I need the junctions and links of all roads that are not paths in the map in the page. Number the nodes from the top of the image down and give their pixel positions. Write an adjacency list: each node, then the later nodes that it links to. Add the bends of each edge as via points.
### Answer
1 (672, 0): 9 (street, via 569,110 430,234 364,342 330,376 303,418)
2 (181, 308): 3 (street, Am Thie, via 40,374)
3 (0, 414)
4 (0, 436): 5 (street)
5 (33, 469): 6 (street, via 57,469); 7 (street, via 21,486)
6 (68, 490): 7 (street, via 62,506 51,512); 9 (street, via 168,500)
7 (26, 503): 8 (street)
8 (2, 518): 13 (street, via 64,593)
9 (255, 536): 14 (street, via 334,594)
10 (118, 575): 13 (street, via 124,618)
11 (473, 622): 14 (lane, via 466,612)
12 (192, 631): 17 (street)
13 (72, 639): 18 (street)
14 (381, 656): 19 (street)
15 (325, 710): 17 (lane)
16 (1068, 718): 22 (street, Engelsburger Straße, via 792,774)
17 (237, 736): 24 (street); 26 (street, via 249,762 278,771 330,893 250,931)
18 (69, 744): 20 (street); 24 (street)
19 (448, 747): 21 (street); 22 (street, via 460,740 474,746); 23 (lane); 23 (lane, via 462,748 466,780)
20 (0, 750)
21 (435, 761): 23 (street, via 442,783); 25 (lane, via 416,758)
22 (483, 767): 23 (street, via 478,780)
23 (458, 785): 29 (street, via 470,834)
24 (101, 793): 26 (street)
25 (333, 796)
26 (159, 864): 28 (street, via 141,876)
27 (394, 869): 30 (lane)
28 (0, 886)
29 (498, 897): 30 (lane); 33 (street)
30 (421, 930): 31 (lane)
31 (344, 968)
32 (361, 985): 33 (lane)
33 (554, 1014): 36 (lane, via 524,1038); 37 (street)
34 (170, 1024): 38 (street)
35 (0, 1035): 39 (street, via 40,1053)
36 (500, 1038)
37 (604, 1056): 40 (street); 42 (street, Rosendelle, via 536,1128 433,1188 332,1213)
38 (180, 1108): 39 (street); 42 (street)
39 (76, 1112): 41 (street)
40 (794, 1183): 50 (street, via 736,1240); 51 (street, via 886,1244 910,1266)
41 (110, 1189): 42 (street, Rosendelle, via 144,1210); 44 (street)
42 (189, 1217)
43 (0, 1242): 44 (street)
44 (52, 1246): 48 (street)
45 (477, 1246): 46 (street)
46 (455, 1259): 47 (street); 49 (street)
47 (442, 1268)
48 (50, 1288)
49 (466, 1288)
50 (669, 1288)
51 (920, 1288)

* _What to do_
Retype each of the preceding records exactly as printed.

* _Output for this exercise_
I need the junctions and links of all roads that are not paths in the map in the page. Number the nodes from the top of the image down and give their pixel positions. Write an adjacency list: each node, then the later nodes that it links to. Add the bends of each edge as via points.
### Answer
1 (672, 0): 9 (street, via 569,110 430,234 364,342 330,376 303,418)
2 (181, 308): 3 (street, Am Thie, via 40,374)
3 (0, 414)
4 (0, 436): 5 (street)
5 (33, 469): 6 (street, via 57,469); 7 (street, via 21,486)
6 (68, 490): 7 (street, via 62,506 51,512); 9 (street, via 168,500)
7 (26, 503): 8 (street)
8 (2, 518): 13 (street, via 64,593)
9 (255, 536): 14 (street, via 334,594)
10 (118, 575): 13 (street, via 124,618)
11 (473, 622): 14 (lane, via 466,612)
12 (192, 631): 17 (street)
13 (72, 639): 18 (street)
14 (381, 656): 19 (street)
15 (325, 710): 17 (lane)
16 (1068, 718): 22 (street, Engelsburger Straße, via 792,774)
17 (237, 736): 24 (street); 26 (street, via 249,762 278,771 330,893 250,931)
18 (69, 744): 20 (street); 24 (street)
19 (448, 747): 21 (street); 22 (street, via 460,740 474,746); 23 (lane); 23 (lane, via 462,748 466,780)
20 (0, 750)
21 (435, 761): 23 (street, via 442,783); 25 (lane, via 416,758)
22 (483, 767): 23 (street, via 478,780)
23 (458, 785): 29 (street, via 470,834)
24 (101, 793): 26 (street)
25 (333, 796)
26 (159, 864): 28 (street, via 141,876)
27 (394, 869): 30 (lane)
28 (0, 886)
29 (498, 897): 30 (lane); 33 (street)
30 (421, 930): 31 (lane)
31 (344, 968)
32 (361, 985): 33 (lane)
33 (554, 1014): 36 (lane, via 524,1038); 37 (street)
34 (170, 1024): 38 (street)
35 (0, 1035): 39 (street, via 40,1053)
36 (500, 1038)
37 (604, 1056): 40 (street); 42 (street, Rosendelle, via 536,1128 433,1188 332,1213)
38 (180, 1108): 39 (street); 42 (street)
39 (76, 1112): 41 (street)
40 (794, 1183): 50 (street, via 736,1240); 51 (street, via 886,1244 910,1266)
41 (110, 1189): 42 (street, Rosendelle, via 144,1210); 44 (street)
42 (189, 1217)
43 (0, 1242): 44 (street)
44 (52, 1246): 48 (street)
45 (477, 1246): 46 (street)
46 (455, 1259): 47 (street); 49 (street)
47 (442, 1268)
48 (50, 1288)
49 (466, 1288)
50 (669, 1288)
51 (920, 1288)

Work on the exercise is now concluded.